Y los Santos, a quienes recordamos hoy son precisamente aquellos que han vivido en la gracia de su bautismo, han conservado intacto el “sello” y se comportan como hijos de Dios, tratando de imitar a Jesús; y ahora han alcanzado la meta, porque finalmente “ven a Dios como él es”.
Una segunda característica propia de los Santos es que son ejemplos a imitar. No sólo los Santos canonizados, sino los que por así decirlo, tienen “al lado” la gracia de Dios, gente que se esfuerza en practicar el evangelio en la cotidianeidad de sus vidas. No solo canonizados. Estos santos nos hemos encontrado tantos nosotros…
Tal vez hemos tenido alguien en la familia o entre amigos y conocidos. Debemos ser agradecidos, y sobre todo debemos estar agradecidos a Dios que él los donó y ponemos alrededor, viva y contagiosamente como ejemplos de cómo viven y mueren en fidelidad al Señor Jesús y su Evangelio.
Imitar sus gestos de amor y misericordia es un poco como perpetuar su presencia en este mundo. Y de hecho esos evangélicos gestos son los únicos que resisten la destrucción de la muerte: un acto de ternura, una generosa ayuda, una visita, una buena palabra, una sonrisa…
A nuestros ojos estos gestos pueden parecer insignificantes, pero en los ojos de Dios son eternos, porque el amor y la compasión son más fuertes que la muerte. La Virgen María, reina de todos los Santos, nos ayude a confiar más en la gracia de Dios y caminar con impulso en el camino de la santidad. A nuestra madre confiamos nuestro compromiso diario, y también oremos por nuestros seres queridos fallecidos, con la esperanza de una íntima reunión algún día, todos juntos, en comunión de cielo glorioso.
(Fuente: Aleteia)

¡Feliz Solemnidad de Todos los Santos!


El 1 de noviembre la Iglesia Católica se llena de alegría al celebrar la Solemnidad de Todos los Santos, tanto aquellos conocidos como los desconocidos, que con su vida son ejemplo de que sí es posible llegar al cielo.
“Hoy nosotros estamos inmersos con el espíritu entre esta muchedumbre innumerable de santos, de salvados, los cuales, a partir del justo Abel, hasta el que quizá está muriendo en este momento en alguna parte del mundo, nos rodean, nos animan, y cantan todos juntos un poderoso himno de gloria”, decía San Juan Pablo II un primero de noviembre de 1980.

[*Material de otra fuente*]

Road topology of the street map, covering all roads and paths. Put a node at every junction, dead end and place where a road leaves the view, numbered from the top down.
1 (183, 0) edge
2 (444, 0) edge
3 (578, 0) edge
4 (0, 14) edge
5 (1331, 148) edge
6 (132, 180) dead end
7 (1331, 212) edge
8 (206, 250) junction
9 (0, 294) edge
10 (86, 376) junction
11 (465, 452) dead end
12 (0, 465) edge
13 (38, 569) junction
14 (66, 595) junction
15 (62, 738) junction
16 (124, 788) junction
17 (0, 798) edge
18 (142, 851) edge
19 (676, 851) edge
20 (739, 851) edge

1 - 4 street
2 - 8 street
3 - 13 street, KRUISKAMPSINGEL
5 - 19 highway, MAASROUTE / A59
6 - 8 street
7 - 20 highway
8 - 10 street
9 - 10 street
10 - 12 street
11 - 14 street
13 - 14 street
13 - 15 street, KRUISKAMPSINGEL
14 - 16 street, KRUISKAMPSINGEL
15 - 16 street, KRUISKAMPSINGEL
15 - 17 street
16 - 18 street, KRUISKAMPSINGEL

Esta celebración tuvo sus orígenes por el siglo IV debido a la gran cantidad de mártires en la Iglesia. Más adelante el 13 de mayo del 610 el Papa Bonifacio IV dedica el Panteón romano al culto cristiano, colocando de titulares a la Bienaventurada Madre de Dios y a todos los mártires. Es así que se les empieza a festejar en esta fecha.
Posteriormente el Papa Gregorio IV, en el siglo VII, trasladó la fiesta al 1 de noviembre, muy probablemente para contrarrestar la celebración pagana del “Samhain” o año nuevo celta (en la actualidad Halloween) que se celebra la noche del 31 de octubre.
En el 2013 el Papa Francisco, ante una gran multitud de gente, exhortó: “Dios te dice: no tengas miedo de la santidad, no tengas miedo de apuntar alto, de dejarte amar y purificar por Dios, no tengas miedo de dejarte guiar por el Espíritu Santo. Dejémonos contagiar por la santidad de Dios”.